Warning on bilingual Sober virus

Sober R arrives as a Zip file attachment

Computer users are urged to be on their guard following warnings of a new worm and a phishing attack on payment service Escrow.com.

Security firm MacAfee has raised its threat level for Sober R, which is spreading fast. The bilingual English/German virus arrives as a Zip file attachment named 'pword_change.zip' or 'KlassenFoto.zip' with the following message:

Subject: 'Your new Password'
Body: 'Your password was successfully changed! Please see the attached file for detailed information.'

Once activated the virus displays an error message and installs itself onto the system.
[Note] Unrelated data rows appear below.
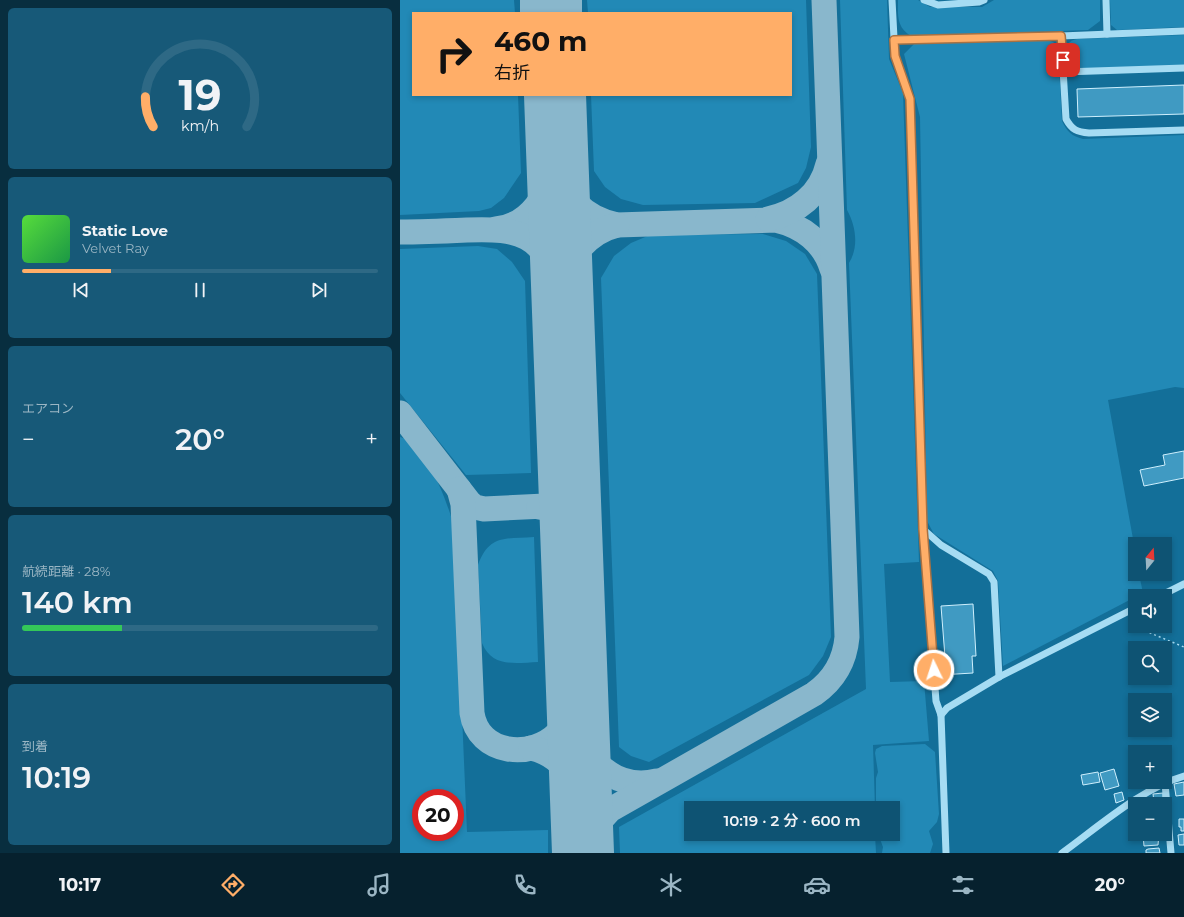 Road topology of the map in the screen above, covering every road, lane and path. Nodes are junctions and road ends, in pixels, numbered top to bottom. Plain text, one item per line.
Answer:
1 (892, 0) edge
2 (924, 0) edge
3 (984, 0) edge
4 (1106, 0) edge
5 (1184, 31) edge
6 (1107, 34) junction
7 (1061, 36) junction
8 (894, 40) junction
9 (1184, 68) edge
10 (1064, 72) junction
11 (1184, 130) edge
12 (923, 529) junction
13 (1184, 584) edge
14 (1172, 590) edge
15 (1128, 612) edge
16 (1150, 633) edge
17 (1184, 647) edge
18 (999, 677) junction
19 (941, 714) junction
20 (1184, 776) edge
21 (1172, 780) edge
22 (1154, 789) edge
23 (1166, 789) edge
24 (946, 853) edge
25 (1062, 853) edge
26 (1171, 853) edge

1 - 8 street
2 - 3 street
4 - 6 street
5 - 6 street
6 - 7 street
7 - 8 street
7 - 10 street
8 - 12 street
9 - 10 street
10 - 11 street
12 - 18 street
12 - 19 street
13 - 14 street
15 - 18 street
16 - 17 path
18 - 19 street
19 - 24 street
20 - 21 street
22 - 25 street
23 - 26 street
It then harvests addresses from the PC and mails itself on using its own SMTP engine, but does not appear to collect passwords or log keystrokes.
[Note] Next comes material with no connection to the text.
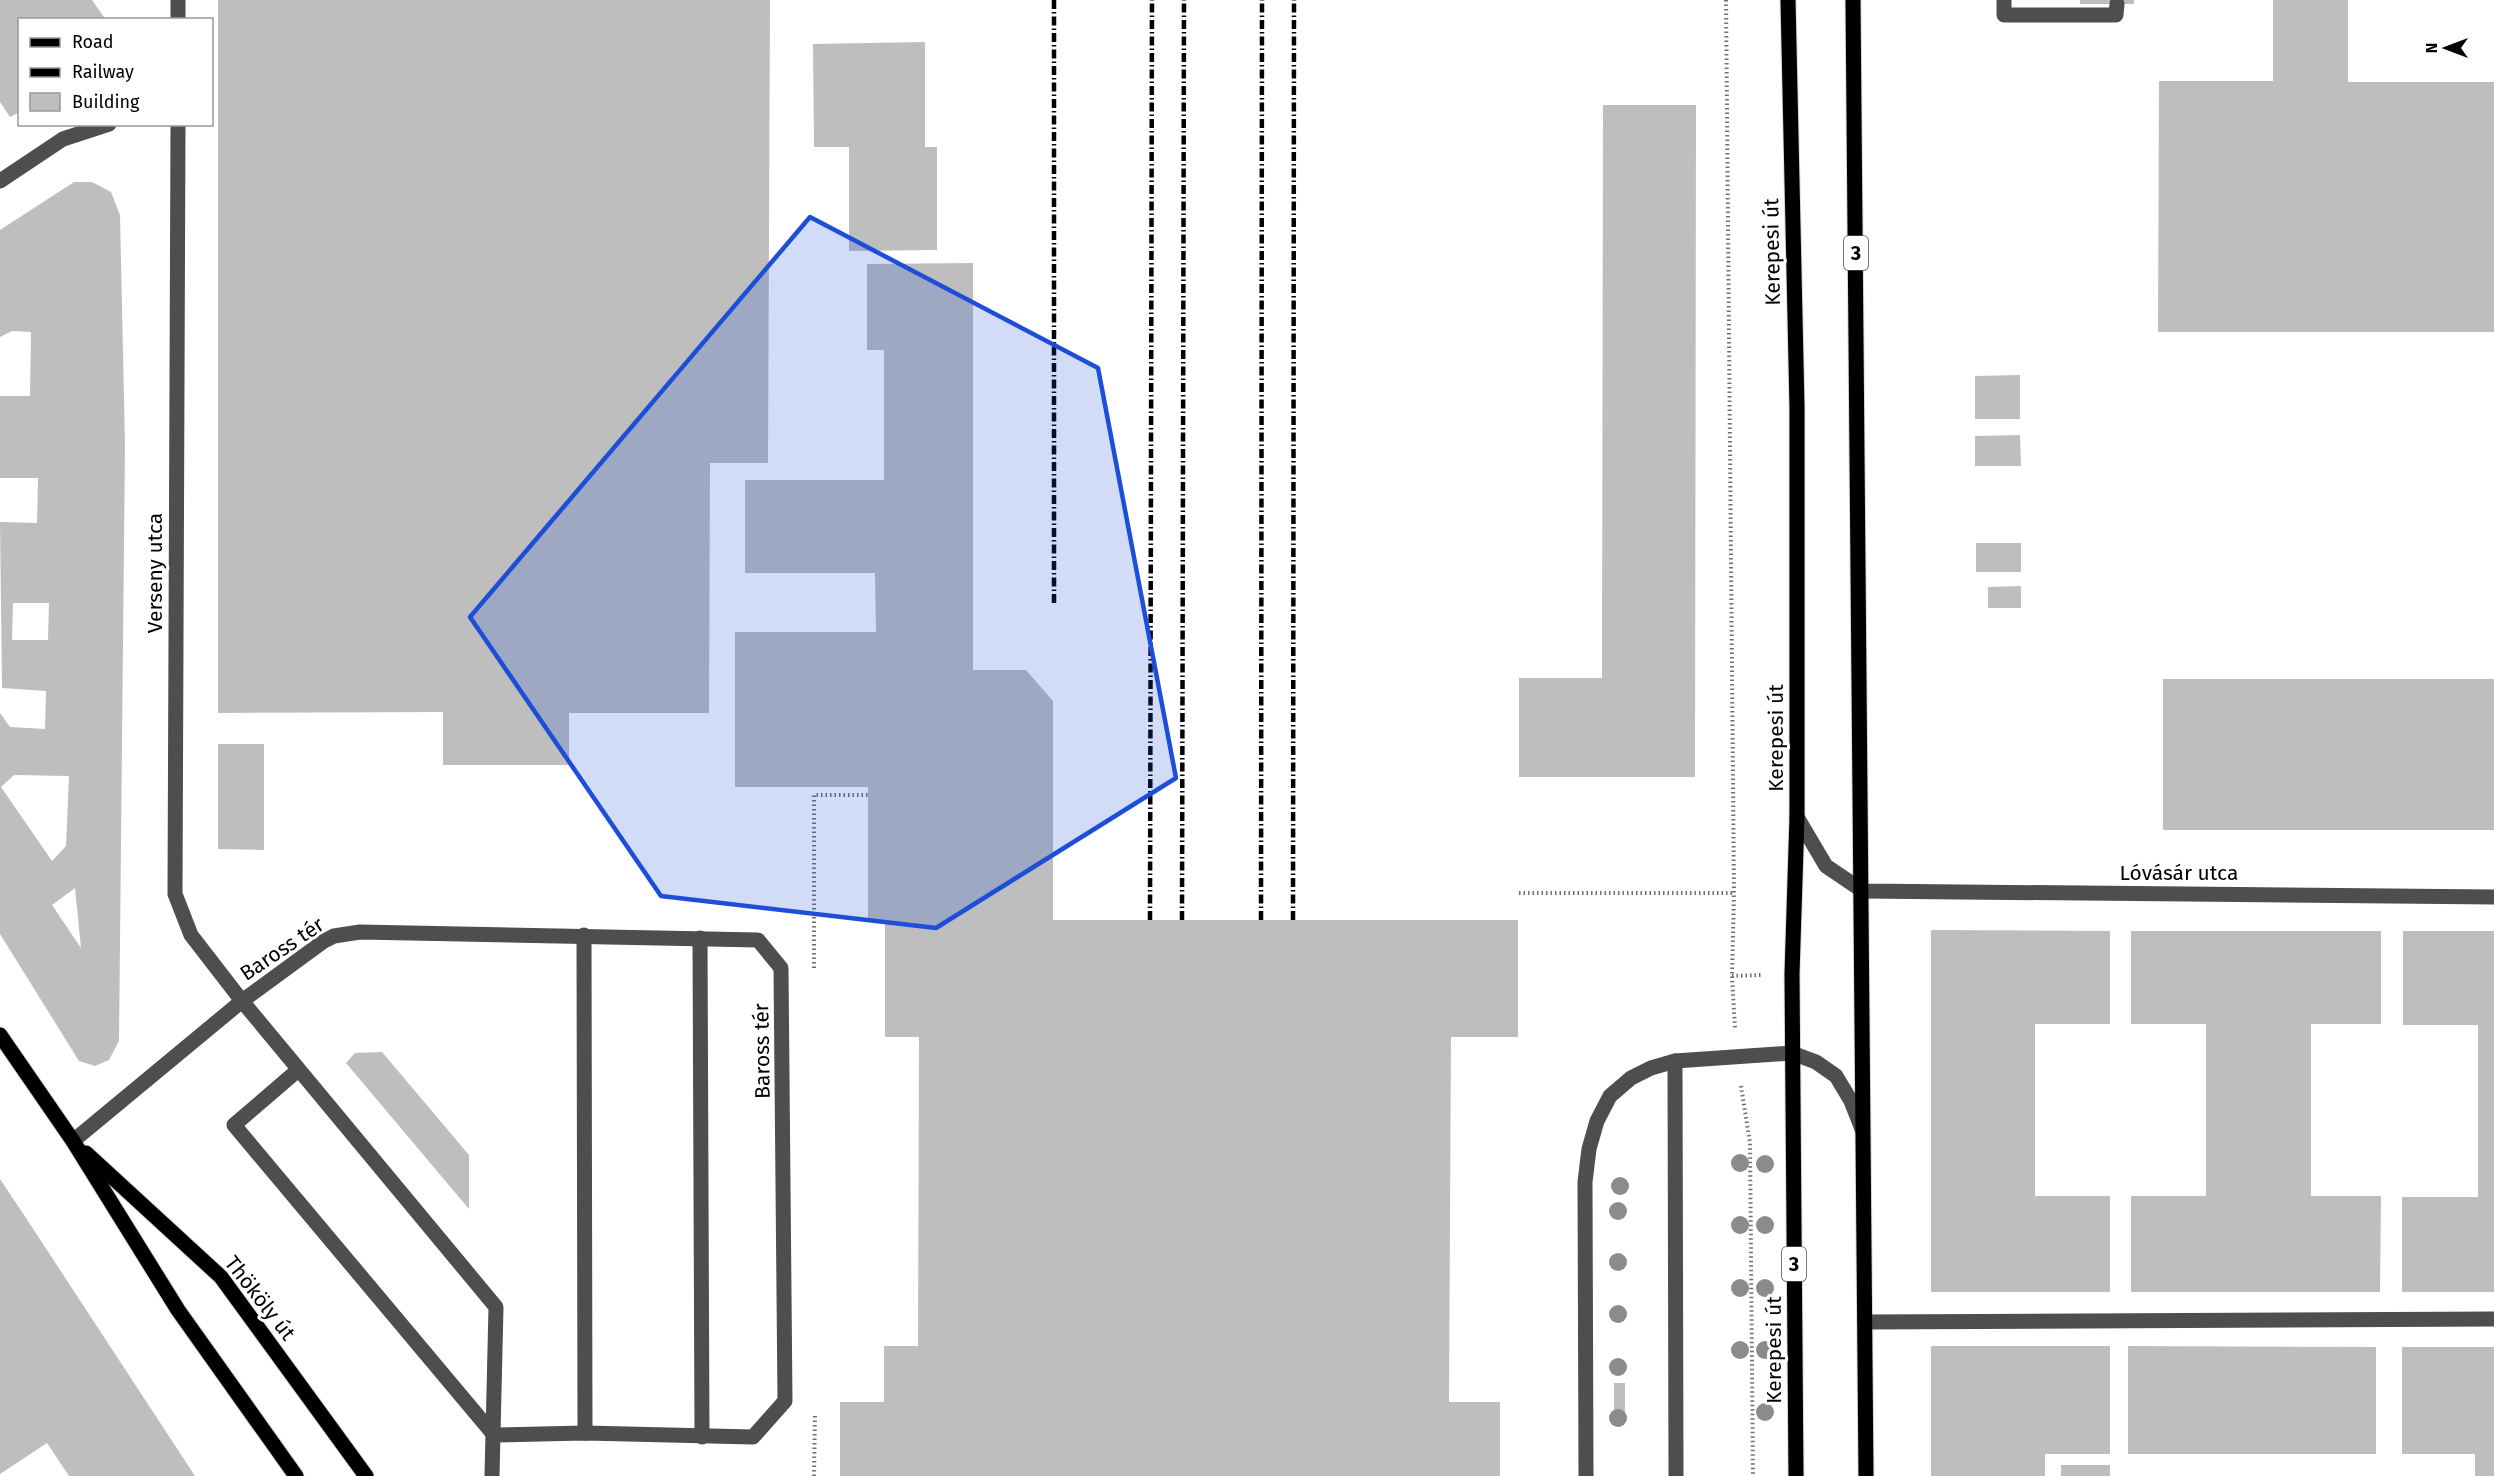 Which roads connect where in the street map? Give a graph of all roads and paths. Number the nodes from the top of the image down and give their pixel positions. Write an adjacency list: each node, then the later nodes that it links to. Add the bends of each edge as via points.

Sober R is also what MacAfee describes as 'Stinger aware'. Stinger is a free utility that destroys common malware but if any software named Stinger is activated the virus shuts it down and displays a pop up window telling the user that the scan was successfully completed. 

The first Sober worm appeared over two years ago and variants have used a variety of social engineering tactics to spread, including promising Paris Hilton porn, World Cup football tickets and even right wing propaganda.

The author is thought to be German but has not been caught, despite Microsoft offering a substantial reward.